*** Begin section ***
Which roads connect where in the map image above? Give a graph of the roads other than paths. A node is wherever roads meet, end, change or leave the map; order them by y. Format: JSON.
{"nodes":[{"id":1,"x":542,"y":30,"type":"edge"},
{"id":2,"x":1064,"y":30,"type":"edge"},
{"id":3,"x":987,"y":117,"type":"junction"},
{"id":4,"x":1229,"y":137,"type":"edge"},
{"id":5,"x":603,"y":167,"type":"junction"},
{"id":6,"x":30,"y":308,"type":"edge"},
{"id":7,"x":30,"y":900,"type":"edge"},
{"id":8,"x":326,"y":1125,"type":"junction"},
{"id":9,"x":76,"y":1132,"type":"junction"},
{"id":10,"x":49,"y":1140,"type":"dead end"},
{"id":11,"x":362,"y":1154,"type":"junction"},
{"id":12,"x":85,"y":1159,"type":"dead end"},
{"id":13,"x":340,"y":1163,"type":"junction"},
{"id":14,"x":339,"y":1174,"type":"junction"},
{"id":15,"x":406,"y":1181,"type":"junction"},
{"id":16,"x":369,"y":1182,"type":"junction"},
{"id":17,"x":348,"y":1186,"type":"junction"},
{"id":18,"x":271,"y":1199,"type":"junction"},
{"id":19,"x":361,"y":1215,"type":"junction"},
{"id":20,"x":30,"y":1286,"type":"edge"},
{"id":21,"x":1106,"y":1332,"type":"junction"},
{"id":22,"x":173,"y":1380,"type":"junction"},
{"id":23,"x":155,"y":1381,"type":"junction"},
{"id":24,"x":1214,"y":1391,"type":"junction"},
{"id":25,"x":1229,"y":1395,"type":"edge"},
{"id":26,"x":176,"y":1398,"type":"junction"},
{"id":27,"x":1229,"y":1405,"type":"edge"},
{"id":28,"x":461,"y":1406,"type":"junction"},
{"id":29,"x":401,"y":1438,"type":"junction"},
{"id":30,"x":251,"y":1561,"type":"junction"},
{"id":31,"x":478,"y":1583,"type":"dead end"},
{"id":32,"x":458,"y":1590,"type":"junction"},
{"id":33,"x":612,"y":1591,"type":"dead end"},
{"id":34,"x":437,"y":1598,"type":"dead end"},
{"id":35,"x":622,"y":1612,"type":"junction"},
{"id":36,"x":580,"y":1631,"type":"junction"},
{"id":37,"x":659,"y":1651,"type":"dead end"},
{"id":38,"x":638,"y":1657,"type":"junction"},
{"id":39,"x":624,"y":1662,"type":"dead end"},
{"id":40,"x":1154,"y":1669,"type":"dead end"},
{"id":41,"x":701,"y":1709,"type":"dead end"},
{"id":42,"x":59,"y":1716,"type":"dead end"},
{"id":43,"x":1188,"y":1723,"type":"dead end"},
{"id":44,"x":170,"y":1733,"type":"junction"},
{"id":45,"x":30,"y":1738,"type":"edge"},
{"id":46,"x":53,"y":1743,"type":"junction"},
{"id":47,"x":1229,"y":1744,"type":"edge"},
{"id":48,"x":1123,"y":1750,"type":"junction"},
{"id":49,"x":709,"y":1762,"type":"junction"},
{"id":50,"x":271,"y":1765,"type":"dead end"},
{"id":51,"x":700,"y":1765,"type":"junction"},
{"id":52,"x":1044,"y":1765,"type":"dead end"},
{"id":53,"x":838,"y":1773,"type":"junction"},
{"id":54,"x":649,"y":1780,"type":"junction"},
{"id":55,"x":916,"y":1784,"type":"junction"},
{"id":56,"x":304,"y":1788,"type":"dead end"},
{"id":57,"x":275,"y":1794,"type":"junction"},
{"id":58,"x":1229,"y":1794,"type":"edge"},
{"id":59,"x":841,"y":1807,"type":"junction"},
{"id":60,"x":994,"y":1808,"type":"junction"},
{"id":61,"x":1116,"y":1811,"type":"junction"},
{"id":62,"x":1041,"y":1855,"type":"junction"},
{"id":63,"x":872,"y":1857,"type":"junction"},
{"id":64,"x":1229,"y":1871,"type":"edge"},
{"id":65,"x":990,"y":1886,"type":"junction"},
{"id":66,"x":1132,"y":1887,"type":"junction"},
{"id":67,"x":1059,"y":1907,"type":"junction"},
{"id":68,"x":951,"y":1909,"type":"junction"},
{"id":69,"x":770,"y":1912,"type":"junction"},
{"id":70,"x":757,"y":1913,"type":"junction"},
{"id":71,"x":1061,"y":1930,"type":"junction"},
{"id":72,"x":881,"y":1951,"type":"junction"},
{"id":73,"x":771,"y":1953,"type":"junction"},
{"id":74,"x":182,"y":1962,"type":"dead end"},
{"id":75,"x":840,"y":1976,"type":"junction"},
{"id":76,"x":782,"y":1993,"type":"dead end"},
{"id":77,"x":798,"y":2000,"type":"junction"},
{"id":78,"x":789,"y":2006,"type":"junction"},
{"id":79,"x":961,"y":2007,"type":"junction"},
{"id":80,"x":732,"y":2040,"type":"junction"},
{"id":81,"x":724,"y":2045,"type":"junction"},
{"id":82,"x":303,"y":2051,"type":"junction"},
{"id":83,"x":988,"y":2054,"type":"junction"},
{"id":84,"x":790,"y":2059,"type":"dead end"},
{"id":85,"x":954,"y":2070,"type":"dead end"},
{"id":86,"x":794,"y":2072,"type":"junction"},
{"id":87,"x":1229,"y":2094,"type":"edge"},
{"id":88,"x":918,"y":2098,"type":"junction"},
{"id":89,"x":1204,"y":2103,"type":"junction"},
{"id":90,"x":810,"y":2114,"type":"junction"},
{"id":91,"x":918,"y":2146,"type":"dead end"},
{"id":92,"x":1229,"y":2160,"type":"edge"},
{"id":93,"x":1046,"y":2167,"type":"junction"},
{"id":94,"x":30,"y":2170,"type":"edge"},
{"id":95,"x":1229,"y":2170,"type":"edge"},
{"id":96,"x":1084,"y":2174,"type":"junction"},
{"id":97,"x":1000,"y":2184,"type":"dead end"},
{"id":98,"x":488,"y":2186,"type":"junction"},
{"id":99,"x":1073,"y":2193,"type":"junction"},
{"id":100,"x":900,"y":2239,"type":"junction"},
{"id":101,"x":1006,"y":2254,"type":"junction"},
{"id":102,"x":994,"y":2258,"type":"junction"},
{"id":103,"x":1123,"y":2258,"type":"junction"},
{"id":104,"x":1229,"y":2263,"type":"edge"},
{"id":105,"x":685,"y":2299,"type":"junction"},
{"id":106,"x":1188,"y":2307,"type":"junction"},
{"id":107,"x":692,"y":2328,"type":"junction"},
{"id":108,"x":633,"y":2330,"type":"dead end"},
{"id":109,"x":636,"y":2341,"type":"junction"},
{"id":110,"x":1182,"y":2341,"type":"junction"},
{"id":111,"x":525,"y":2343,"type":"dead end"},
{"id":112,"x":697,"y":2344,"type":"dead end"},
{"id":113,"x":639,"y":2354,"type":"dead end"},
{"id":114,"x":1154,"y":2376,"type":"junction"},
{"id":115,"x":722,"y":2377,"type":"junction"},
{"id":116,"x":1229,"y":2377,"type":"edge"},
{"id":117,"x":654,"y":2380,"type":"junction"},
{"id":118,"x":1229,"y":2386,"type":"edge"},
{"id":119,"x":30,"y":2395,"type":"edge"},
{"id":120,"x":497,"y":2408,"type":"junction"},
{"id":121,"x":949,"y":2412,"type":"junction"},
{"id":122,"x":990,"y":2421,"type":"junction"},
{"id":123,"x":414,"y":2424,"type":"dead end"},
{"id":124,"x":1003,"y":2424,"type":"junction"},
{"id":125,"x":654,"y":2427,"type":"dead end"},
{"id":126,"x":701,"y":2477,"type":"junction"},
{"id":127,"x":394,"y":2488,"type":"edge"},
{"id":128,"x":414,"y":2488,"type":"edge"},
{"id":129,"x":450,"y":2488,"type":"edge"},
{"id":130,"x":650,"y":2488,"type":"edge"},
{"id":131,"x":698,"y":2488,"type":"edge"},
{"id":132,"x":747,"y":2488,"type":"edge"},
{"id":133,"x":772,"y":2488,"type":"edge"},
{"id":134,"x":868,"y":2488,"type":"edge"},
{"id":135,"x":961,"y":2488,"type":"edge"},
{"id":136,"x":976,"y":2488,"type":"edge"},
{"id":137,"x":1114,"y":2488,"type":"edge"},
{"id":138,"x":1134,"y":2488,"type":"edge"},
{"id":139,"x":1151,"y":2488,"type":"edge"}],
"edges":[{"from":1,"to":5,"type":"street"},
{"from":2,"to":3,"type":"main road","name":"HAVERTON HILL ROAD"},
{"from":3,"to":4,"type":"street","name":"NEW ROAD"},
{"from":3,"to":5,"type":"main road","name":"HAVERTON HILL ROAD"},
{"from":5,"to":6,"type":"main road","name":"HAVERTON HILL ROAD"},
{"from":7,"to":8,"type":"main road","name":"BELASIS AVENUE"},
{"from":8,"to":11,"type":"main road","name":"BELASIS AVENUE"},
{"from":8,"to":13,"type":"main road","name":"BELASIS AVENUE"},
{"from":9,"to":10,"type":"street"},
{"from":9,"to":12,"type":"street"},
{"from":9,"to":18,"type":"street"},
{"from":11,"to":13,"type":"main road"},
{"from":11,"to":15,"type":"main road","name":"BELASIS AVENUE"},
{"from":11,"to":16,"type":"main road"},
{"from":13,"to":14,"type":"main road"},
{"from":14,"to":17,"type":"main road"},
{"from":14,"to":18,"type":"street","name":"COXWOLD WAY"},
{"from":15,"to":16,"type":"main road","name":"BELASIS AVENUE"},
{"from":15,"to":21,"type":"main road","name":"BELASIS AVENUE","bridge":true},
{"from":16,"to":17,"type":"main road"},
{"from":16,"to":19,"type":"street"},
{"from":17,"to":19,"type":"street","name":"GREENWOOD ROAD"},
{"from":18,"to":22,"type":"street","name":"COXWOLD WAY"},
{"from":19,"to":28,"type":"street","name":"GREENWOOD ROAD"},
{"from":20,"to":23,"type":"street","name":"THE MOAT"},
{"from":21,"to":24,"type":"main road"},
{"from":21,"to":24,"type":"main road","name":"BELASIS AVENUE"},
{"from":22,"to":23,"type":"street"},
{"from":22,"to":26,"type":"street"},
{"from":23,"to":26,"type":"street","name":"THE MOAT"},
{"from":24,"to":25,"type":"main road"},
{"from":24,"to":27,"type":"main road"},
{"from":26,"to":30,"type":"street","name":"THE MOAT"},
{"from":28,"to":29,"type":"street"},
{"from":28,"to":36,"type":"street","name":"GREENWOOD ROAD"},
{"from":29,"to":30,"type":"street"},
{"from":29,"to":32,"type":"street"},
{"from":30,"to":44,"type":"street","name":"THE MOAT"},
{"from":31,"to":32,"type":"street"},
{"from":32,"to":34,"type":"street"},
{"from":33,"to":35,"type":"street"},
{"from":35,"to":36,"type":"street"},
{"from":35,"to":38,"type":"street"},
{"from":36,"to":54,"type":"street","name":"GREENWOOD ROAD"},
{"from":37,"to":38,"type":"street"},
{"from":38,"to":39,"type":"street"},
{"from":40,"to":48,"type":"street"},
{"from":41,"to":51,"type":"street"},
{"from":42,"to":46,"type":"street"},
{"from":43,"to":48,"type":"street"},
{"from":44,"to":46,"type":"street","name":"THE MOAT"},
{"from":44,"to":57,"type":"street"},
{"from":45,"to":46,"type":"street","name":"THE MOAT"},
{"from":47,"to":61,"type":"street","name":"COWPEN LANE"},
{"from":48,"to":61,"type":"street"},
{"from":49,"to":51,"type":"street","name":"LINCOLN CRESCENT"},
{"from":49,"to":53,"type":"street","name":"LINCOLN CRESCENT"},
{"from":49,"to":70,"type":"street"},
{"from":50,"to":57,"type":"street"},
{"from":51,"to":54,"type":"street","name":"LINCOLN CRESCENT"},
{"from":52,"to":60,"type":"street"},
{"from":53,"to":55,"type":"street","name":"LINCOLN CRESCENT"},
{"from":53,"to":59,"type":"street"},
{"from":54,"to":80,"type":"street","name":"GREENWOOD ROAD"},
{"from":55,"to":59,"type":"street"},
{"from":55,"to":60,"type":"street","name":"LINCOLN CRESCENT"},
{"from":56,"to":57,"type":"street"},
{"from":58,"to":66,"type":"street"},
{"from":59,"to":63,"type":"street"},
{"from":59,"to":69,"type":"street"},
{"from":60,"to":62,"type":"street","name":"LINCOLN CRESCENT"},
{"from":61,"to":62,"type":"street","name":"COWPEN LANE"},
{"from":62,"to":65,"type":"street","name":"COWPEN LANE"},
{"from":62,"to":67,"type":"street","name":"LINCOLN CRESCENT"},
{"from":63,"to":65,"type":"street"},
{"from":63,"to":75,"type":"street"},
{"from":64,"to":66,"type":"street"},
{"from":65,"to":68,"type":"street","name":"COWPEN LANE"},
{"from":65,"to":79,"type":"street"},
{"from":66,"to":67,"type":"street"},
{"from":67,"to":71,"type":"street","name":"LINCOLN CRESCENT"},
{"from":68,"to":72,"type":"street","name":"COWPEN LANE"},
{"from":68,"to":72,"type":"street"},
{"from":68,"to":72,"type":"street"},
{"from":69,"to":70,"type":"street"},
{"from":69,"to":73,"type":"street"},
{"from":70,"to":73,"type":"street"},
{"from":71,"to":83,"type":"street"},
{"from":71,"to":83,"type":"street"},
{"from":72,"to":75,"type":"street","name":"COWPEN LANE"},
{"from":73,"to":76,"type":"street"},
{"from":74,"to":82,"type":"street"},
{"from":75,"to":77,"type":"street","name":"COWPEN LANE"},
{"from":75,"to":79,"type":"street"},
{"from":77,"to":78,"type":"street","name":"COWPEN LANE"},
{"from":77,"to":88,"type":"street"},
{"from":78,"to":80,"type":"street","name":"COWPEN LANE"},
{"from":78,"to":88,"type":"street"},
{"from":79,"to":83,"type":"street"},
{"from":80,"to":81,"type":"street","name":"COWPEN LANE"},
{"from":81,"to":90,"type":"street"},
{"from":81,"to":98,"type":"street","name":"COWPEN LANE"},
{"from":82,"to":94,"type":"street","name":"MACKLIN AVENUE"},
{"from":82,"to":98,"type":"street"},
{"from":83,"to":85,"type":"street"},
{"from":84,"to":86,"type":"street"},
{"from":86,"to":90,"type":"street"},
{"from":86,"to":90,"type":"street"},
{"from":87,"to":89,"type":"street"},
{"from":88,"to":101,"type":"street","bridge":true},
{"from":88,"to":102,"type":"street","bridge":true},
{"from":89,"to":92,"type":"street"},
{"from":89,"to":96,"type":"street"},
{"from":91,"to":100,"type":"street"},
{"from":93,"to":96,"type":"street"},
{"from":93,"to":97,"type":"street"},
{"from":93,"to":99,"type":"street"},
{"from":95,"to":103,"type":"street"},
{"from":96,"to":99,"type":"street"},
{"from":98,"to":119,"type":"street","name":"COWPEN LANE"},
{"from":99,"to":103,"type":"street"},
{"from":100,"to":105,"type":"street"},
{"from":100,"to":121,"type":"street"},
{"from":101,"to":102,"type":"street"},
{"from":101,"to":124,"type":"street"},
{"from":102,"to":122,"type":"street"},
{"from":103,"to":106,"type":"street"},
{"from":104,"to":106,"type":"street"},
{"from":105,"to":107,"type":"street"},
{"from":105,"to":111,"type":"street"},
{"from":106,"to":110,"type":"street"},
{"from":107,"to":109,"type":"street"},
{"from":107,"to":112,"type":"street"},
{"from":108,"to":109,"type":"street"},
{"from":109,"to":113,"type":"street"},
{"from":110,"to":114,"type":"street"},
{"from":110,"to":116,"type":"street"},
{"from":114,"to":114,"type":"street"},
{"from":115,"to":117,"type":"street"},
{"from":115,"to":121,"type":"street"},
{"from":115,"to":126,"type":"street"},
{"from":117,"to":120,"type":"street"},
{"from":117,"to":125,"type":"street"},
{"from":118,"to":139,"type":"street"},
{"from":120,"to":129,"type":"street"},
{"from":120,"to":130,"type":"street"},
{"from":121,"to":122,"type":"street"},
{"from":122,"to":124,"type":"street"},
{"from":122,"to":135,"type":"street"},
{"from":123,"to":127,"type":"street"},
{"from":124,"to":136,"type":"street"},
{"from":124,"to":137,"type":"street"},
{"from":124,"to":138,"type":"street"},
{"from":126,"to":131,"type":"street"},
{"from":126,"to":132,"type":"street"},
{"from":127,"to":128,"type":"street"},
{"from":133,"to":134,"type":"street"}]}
*** End section ***
Please copy each line of the material that has the string "HAVERTON" somewhere in it.

### Your solution
{"from":2,"to":3,"type":"main road","name":"HAVERTON HILL ROAD"},
{"from":3,"to":5,"type":"main road","name":"HAVERTON HILL ROAD"},
{"from":5,"to":6,"type":"main road","name":"HAVERTON HILL ROAD"},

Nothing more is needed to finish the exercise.